More generally, the very topic of marriage equality foregrounds assimilation; those b-rolls sent to the studios presented LGBT people as typical middle-Americans, working middle-class jobs, raising kids, living the American dream.  The half-naked Pride paraders were carefully pushed off center-stage. At the extremes, this trend meant gay people themselves were sidelined, as in the much-maligned failed 2012 Proposition 8 campaign in California, which focused on straight politicians and allies touting gay marriage rather than showing pictures of gay families (though, as Moscowitz says, a campaign in Maine the same year which centered on gay families also failed).

Moscowitz writes that, "in selling one particular version of gay and lesbian life, the movement risks unintentionally casting other forms of gay identity (not being part of a monogamous, married, child-rearing couple) to the margins." She argues that when news media chose LGBT weddings to highlight, they inevitably included couples who looked and acted as much like traditional heterosexual couples as possible. In a couple of instances, Moscowitz says, "one partner took the last name of the other, ironically participating in a heterosexist and patriarchal practice historically rooted in property ownership."

Moscowitz's general point is well-taken; assimilation is a loss as well as a triumph, and its rewards don't always extend to those who, for whatever reason, can't or won't fit themselves into the  wedding cummerbund society demands. But is it really "ironic" for gays or lesbians to take on their partner's name? Does that really mean the couples in question are blind to patriarchy and property ownership? As an analogy: Moscowitz is in the academy, an institution which long restricted or outright excluded women. Is it ironic for her to be writing as a woman or advocating for gay rights in that context?  Or does it show, not that Moscowitz is deluded, but that institutions can change? Similarly, when a woman takes another woman's name upon marriage, it could be seen not as ironic capitulation, but as an insistence that the rituals of marriage are about two becoming one in the name of love, rather than about property ownership. Assimilation is often seen as being a one-way process, in which a minority becomes more like the majority. But I think it could instead be viewed as a dialectic, which changes not just the assimilated but the assimilator as well.

This is not to dismiss Moscowitz's concerns.
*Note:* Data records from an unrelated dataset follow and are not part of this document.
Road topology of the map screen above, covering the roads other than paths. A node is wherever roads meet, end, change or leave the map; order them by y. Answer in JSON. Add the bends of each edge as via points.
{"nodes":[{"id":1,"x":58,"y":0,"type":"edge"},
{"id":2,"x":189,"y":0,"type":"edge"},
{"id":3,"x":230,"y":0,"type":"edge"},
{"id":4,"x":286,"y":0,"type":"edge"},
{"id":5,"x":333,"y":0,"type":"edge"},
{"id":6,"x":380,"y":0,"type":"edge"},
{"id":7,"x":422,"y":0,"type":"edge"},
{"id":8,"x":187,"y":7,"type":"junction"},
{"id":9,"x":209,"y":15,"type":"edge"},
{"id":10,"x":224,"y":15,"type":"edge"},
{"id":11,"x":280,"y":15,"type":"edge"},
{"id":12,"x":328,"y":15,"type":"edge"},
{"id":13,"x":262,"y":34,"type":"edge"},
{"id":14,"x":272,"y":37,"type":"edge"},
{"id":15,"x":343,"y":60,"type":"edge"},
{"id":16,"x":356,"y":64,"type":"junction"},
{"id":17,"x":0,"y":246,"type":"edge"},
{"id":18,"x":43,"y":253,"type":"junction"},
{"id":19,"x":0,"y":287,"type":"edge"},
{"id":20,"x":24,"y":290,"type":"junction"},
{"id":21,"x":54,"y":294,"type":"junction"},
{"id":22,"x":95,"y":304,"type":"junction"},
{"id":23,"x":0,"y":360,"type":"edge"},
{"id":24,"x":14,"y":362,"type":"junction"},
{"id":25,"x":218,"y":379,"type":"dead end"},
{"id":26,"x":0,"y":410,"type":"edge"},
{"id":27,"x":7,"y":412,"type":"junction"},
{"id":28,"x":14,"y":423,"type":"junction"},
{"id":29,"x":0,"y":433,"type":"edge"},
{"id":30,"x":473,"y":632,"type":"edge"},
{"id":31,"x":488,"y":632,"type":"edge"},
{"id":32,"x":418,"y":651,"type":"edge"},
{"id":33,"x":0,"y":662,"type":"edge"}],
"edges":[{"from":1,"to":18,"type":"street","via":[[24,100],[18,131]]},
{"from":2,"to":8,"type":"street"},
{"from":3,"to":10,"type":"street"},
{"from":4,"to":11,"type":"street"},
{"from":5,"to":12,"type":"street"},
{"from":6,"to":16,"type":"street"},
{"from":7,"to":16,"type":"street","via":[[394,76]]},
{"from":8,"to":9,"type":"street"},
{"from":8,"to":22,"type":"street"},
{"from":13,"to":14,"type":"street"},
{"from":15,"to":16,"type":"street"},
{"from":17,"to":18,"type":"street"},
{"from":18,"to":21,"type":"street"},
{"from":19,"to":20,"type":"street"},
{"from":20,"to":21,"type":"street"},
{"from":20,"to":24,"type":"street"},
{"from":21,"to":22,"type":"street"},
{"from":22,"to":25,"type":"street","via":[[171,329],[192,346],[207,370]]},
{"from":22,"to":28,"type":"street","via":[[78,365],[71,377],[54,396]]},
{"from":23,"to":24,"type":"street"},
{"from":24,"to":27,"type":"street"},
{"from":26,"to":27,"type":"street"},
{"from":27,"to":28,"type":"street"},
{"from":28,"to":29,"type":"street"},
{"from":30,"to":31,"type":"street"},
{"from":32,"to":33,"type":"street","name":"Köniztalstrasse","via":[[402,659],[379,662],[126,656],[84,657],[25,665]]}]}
She's certainly correct when she emphasizes that the egalitarian potential of gay marriage will only be met "if the conversation about marriage…remains focused on the ummarrieds as well": Gay people shouldn't need to get married to be recognized as human, nor should only married gay people have equal rights.

"Marriage inevitably values heterosexual hierarchies and lifelong monogamous commitment," Moscowitz says — but that "inevitably" is exactly what's at stake in the marriage equality debate. Conservatives who insist that gays marrying will change marriage as we know it are correct. As Stephanie Coontz has shown, marriage has changed a lot over the last hundred years; it's a dynamic institution. Accepting LGBT people into marriage will change marriage. Which is a bad thing if you value patriarchy more than love, and a good thing if you value the reverse.
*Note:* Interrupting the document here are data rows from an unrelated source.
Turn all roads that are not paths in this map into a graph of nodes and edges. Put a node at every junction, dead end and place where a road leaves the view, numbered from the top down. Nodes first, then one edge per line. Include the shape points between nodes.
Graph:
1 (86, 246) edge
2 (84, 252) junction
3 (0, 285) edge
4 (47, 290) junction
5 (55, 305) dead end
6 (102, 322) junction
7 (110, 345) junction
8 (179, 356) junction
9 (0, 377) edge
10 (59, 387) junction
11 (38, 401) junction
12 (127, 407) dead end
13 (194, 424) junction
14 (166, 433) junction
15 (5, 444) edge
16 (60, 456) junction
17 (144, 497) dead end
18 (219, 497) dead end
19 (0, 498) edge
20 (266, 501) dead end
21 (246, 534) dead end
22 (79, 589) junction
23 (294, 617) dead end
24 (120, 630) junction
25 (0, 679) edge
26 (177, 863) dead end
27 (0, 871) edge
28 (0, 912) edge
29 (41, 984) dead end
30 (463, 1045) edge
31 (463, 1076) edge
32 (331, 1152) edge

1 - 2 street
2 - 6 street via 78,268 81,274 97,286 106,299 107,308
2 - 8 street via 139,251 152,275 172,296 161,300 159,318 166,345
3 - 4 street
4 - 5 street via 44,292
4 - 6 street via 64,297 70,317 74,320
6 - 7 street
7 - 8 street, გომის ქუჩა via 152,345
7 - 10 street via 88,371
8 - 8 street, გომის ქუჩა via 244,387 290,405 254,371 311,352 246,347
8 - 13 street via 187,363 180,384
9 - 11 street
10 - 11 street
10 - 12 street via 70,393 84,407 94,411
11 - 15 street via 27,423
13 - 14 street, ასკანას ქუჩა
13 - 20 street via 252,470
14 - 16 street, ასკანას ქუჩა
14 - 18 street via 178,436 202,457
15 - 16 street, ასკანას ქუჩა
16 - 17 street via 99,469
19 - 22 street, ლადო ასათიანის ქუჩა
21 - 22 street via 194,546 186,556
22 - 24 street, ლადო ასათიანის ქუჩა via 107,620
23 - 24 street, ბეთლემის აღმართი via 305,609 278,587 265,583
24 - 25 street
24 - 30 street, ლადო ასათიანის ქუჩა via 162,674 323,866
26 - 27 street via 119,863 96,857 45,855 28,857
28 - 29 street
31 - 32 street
It's worth remembering that while there are certainly problems with marriage, those problems aren't "inherent," as Moscowitz calls them. On the contrary, the massive change in attitudes towards gay marriage suggests that qualities seen as inherent to marriage can in fact change with remarkable quickness. Perhaps the reason opinions on marriage equality shifted so quickly is that gay marriage is forward rather than backward looking; it ties in to the increasingly prevalent view of marriage as individual choice rather than as an economic partnership or a machine for producing heirs. More and more, marriage is what we want it to be — and if gay people have taught the media and the rest of us to want it to be more equal, then so much the better for everyone.